When your busy researching the Health Insurance Portability and Accountability Act (HIPAA) Privacy and Security Rules, you may overlook the Administrative Simplification Rule. Granted, it doesn't hold as much weight as the aforementioned Privacy and Security Rules, but it's still a key component in operating a compliant healthcare practice. So today we're going to take a closer look at the HIPAA Administrative Simplification Rule, revealing what that all it entitles.
The Administrative Simplification Rule contains a serious of provisions which are designed to improve the efficiency and effectiveness of the U.S. healthcare system by requiring covered entities to follow various “standards” for the storage, handling and/or transmission electronic health information.
As noted on the HHS website, Congress passed the HIPAA Administrative Simplification Statute to allow for technological advancements in the field of healthcare.
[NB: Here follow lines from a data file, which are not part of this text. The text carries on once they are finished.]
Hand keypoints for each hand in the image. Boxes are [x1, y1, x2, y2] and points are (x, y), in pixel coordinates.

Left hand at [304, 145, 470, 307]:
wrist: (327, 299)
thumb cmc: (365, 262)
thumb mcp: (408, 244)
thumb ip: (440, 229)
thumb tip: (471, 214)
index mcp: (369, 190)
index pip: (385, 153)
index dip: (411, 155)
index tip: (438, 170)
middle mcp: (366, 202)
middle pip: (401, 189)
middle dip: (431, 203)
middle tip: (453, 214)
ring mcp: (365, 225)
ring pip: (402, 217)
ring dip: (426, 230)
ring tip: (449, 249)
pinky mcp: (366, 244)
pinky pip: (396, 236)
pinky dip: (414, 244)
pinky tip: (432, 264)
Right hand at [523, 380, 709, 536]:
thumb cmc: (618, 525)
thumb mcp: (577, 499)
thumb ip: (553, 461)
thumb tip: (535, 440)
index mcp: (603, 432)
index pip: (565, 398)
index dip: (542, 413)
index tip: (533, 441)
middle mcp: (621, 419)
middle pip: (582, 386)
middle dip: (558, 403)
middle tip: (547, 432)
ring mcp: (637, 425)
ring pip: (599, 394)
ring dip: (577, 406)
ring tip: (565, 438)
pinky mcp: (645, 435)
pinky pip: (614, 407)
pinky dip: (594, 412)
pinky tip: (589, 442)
In the past, for instance, doctors and other healthcare providers stored their data on paper files and folders, simply because computers hadn't been invented yet. With the advent of modern-day computers and networks, however, healthcare providers may now store Protected Health Information (PHI) digitally on a hard drive or some other storage device.
“Congress recognized that advances in electronic technology could erode the privacy of health information. Consequently, Congress incorporated into HIPAA provisions that mandated the adoption of Federal privacy protections for individually identifiable health information,” wrote the Department of Health and Human Services (HHS) on its website.
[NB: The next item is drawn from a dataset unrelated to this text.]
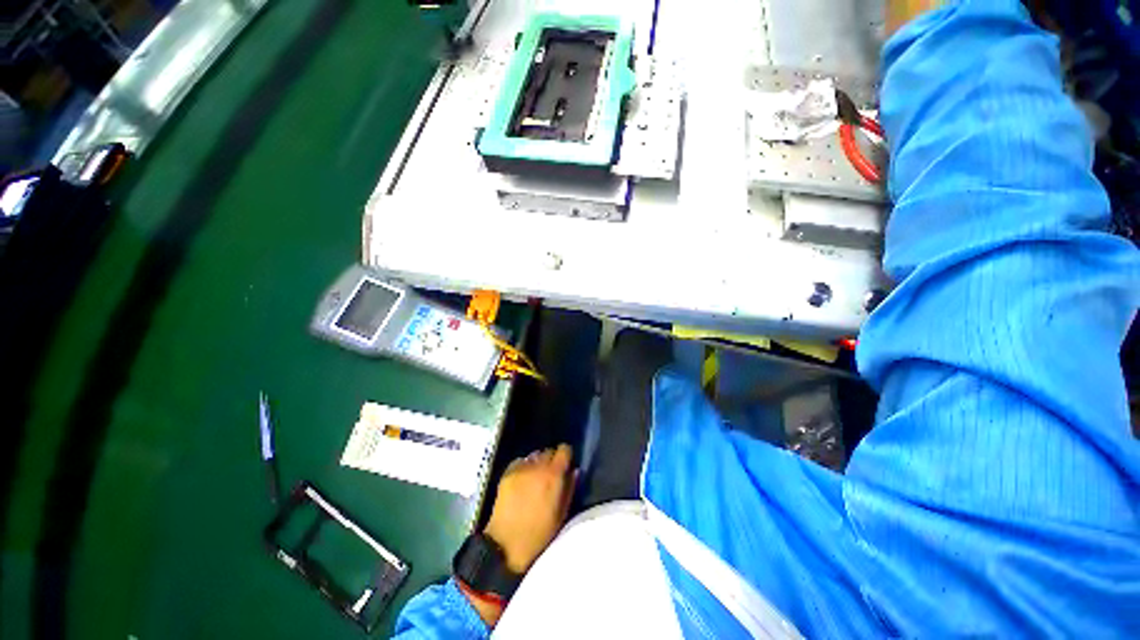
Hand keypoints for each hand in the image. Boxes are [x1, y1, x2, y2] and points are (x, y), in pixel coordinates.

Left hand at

It's important to note that the HIPAA Privacy and Security Rules are actually part of the Administrative Simplification Rule, of which the Office for Civil Rights (OCR) both administers and enforces. We've talked about this before on our blog, but the Privacy Rule includes a set of standards regarding patient privacy that covered entities must follow, while the Security Rule consists of standards designed to protect Electronic Protected Health Information (ePHI) from unauthorized use and/or disclosure.
But there's more to the Administrative Simplification Rule than just the Privacy and Security Rules. Additionally, this Rule also includes Transactions and Code Sets Standards, Employer Identification Standards, and National Provider Identifier Standard. The Transactions and Code Sets Standards, for instance, provides specifications on how covered entities must handle the exchange of electronic health information.
You can find all of the HIPAA Administrative Simplification Rules at 45 CFR Parts 160, 162, and 164.